(TASK REQUIREMENTS)
Whenever a line in the data contains "Calle", show that line.

(SUPPLIED DATA)
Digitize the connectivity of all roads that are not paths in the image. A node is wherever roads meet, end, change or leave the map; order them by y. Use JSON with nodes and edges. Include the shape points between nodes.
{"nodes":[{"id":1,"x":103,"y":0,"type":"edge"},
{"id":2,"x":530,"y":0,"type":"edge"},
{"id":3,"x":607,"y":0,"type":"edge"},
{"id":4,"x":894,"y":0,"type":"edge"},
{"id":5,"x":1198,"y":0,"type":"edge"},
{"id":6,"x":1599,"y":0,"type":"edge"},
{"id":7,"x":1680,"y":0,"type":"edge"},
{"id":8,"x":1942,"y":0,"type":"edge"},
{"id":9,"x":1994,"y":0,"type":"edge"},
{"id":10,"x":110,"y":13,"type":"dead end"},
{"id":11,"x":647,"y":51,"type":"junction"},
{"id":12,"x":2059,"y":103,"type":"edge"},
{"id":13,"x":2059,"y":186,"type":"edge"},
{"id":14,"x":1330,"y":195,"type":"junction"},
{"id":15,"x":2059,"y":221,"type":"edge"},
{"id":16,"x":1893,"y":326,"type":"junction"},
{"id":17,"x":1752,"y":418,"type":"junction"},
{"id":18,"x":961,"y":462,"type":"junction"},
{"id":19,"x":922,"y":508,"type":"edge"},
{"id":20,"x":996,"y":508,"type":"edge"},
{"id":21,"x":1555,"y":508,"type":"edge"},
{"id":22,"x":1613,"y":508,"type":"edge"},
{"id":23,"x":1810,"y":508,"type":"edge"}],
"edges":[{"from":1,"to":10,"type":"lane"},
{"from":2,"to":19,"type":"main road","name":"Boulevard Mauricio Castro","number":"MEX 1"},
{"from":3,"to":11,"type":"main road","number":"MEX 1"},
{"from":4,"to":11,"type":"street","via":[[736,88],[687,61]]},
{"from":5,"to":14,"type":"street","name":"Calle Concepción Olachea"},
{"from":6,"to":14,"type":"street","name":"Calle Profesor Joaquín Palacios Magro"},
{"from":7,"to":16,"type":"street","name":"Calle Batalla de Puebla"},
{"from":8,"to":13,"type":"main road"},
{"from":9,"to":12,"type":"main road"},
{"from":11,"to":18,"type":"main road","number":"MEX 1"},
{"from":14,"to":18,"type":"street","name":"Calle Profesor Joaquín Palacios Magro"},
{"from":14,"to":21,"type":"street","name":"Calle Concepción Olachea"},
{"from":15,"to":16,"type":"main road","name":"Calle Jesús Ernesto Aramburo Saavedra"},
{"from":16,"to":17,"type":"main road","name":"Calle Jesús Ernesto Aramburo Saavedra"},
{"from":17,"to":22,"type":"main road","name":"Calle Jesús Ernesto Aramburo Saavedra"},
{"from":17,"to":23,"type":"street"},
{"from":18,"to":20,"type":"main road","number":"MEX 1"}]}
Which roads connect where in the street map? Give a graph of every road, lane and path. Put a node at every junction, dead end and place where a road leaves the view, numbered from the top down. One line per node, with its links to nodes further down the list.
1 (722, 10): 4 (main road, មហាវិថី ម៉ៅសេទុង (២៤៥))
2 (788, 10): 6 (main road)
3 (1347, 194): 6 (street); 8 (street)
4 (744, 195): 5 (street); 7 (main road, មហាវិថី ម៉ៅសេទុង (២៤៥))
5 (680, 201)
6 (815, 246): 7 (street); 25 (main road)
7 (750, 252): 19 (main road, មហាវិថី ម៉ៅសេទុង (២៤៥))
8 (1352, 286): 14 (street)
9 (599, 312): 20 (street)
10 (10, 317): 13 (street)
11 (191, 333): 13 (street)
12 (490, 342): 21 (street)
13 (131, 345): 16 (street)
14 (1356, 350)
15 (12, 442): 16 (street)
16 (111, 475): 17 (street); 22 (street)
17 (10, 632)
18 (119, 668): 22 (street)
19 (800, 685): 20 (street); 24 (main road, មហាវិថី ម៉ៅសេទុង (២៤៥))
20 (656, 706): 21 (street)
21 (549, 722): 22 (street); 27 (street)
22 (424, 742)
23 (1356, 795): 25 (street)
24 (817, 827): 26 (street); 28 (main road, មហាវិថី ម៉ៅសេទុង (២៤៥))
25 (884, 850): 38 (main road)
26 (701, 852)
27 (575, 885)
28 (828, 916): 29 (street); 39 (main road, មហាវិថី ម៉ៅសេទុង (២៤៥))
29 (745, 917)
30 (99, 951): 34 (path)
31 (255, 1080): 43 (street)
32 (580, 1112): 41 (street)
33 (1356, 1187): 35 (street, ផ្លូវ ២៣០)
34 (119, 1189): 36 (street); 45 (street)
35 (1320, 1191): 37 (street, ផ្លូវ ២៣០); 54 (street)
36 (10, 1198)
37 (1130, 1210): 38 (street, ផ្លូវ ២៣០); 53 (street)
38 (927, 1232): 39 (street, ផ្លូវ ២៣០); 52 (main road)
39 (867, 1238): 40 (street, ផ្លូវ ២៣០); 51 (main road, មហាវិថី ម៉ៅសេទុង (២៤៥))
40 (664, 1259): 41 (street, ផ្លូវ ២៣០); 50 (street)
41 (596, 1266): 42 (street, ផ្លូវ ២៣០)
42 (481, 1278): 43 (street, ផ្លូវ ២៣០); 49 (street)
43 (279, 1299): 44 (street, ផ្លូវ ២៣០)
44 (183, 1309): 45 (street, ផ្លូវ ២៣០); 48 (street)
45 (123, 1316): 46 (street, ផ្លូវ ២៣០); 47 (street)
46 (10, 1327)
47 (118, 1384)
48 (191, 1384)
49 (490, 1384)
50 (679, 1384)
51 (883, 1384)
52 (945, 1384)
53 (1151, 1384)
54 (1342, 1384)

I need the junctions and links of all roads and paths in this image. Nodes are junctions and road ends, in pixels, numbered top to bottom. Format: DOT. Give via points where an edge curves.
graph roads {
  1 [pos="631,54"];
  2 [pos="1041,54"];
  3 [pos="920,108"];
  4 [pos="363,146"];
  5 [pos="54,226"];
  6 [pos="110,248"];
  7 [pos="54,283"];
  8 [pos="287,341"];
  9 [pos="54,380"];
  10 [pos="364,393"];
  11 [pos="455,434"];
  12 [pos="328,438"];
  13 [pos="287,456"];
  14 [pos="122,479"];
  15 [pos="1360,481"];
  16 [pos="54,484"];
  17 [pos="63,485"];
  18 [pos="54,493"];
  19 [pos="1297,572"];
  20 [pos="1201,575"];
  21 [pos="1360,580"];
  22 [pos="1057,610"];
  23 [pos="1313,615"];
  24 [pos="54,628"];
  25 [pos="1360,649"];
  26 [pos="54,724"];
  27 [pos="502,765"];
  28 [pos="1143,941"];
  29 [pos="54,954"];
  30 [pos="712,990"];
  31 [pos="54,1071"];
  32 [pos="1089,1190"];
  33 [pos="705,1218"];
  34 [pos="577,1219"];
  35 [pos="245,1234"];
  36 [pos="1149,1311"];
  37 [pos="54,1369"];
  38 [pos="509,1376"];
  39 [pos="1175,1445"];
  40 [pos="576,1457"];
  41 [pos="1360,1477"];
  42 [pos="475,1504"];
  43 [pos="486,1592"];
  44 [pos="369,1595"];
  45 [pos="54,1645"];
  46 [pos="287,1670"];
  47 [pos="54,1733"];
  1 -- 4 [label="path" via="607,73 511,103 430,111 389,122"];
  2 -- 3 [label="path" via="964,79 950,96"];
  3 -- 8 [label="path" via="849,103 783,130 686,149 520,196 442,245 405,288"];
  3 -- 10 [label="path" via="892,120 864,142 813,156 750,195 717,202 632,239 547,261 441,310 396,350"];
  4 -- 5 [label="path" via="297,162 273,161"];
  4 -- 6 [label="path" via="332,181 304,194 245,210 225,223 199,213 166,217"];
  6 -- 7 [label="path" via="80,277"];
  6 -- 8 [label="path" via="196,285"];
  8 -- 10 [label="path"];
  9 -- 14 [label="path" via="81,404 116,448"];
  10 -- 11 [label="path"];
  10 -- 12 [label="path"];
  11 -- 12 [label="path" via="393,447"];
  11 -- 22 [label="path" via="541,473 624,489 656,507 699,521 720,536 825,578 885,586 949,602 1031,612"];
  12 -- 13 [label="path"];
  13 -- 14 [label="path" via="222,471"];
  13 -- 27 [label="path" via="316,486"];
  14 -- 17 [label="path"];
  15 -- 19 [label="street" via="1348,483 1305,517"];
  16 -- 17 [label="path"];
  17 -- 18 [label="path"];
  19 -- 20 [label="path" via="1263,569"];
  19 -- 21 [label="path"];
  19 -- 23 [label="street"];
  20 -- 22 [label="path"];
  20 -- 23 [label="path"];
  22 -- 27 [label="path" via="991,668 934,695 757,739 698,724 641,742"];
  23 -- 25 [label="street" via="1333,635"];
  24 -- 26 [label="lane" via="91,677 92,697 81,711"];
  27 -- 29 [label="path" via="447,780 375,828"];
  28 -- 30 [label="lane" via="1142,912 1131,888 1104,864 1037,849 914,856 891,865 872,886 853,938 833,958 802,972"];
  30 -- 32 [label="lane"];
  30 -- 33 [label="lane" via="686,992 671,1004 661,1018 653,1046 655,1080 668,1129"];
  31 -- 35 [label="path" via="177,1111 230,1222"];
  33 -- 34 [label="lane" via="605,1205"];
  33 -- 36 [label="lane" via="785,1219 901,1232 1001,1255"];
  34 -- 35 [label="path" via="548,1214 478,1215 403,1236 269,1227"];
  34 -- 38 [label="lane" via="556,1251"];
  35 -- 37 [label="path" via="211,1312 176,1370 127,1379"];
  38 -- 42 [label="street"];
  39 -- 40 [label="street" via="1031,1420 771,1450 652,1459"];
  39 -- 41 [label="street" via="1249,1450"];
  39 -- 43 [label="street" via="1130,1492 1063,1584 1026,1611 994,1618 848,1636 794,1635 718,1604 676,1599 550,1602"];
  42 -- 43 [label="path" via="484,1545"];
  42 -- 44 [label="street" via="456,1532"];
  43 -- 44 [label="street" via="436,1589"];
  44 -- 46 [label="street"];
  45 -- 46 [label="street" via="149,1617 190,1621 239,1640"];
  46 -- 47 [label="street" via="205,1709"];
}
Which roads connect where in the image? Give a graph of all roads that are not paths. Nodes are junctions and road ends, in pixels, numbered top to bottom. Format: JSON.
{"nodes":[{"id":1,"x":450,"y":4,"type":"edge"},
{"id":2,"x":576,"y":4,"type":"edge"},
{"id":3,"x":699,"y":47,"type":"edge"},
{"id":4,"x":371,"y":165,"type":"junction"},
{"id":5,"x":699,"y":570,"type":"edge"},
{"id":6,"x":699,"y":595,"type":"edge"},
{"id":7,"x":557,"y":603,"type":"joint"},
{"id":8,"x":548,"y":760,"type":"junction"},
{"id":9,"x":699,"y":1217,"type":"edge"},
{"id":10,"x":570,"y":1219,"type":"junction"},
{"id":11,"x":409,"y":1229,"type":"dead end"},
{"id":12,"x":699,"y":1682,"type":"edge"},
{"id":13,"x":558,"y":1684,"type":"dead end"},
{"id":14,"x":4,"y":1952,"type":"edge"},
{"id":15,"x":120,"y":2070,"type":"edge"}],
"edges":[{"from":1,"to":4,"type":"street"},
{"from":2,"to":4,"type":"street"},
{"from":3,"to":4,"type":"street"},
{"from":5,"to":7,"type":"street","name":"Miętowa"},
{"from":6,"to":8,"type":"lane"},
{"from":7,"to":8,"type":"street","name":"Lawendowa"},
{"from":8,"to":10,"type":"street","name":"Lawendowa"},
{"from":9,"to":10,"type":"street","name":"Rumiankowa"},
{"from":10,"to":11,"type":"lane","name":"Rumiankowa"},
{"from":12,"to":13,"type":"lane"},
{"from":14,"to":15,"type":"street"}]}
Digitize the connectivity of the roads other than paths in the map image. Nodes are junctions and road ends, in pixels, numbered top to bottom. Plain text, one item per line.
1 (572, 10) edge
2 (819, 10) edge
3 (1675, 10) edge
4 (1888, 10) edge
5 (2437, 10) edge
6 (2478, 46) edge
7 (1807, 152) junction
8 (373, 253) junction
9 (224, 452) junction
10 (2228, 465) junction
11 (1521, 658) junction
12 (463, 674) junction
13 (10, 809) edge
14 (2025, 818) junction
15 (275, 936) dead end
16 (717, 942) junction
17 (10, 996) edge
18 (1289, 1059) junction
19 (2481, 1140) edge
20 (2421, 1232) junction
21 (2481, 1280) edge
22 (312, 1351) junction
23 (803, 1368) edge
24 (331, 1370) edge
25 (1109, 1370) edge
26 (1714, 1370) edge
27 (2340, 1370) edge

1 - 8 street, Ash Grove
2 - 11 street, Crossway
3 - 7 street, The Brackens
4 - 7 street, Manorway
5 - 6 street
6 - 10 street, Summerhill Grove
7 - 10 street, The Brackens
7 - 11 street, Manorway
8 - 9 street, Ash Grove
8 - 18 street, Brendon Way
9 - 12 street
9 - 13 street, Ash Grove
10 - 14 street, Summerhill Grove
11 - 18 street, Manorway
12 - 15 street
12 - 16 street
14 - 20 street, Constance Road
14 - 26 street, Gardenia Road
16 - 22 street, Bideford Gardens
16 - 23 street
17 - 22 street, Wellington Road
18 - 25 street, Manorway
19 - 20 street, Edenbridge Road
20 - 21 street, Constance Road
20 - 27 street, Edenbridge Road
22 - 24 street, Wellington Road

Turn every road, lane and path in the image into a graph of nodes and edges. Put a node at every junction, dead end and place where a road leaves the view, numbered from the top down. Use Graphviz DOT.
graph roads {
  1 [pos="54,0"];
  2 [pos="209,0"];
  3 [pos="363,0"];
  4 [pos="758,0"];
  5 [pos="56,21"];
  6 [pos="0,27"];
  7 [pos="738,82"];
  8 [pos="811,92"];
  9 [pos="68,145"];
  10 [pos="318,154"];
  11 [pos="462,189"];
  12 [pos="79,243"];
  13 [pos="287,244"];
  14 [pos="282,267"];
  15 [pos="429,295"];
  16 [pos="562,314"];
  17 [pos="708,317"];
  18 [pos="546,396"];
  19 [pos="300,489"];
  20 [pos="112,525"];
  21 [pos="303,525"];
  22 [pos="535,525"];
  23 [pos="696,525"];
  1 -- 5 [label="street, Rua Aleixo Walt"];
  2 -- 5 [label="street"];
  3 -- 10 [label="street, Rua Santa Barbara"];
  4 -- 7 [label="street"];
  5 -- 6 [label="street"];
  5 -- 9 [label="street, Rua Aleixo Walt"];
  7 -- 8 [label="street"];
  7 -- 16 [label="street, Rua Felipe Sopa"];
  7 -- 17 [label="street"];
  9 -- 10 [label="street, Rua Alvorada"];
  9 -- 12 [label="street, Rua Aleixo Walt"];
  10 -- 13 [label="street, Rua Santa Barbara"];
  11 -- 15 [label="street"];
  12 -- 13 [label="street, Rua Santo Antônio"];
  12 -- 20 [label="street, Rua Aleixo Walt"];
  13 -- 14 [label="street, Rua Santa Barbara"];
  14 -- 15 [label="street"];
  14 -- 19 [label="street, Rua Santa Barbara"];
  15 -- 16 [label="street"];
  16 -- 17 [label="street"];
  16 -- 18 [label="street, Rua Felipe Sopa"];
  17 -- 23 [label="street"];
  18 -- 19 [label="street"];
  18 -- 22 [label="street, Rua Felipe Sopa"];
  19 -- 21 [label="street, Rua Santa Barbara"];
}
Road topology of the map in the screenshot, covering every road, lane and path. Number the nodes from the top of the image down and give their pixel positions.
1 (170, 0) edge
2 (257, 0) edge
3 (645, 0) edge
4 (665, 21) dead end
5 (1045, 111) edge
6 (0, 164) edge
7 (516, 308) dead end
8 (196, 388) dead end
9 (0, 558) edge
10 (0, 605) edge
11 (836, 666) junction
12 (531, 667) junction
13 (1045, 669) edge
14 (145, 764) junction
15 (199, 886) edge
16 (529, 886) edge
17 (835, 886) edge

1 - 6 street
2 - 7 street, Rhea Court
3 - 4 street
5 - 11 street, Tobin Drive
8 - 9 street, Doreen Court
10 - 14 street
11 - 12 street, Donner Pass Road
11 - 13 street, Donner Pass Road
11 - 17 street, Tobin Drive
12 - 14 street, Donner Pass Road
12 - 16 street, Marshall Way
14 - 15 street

(ANSWER TO THIS EXERCISE)
{"from":5,"to":14,"type":"street","name":"Calle Concepción Olachea"},
{"from":6,"to":14,"type":"street","name":"Calle Profesor Joaquín Palacios Magro"},
{"from":7,"to":16,"type":"street","name":"Calle Batalla de Puebla"},
{"from":14,"to":18,"type":"street","name":"Calle Profesor Joaquín Palacios Magro"},
{"from":14,"to":21,"type":"street","name":"Calle Concepción Olachea"},
{"from":15,"to":16,"type":"main road","name":"Calle Jesús Ernesto Aramburo Saavedra"},
{"from":16,"to":17,"type":"main road","name":"Calle Jesús Ernesto Aramburo Saavedra"},
{"from":17,"to":22,"type":"main road","name":"Calle Jesús Ernesto Aramburo Saavedra"},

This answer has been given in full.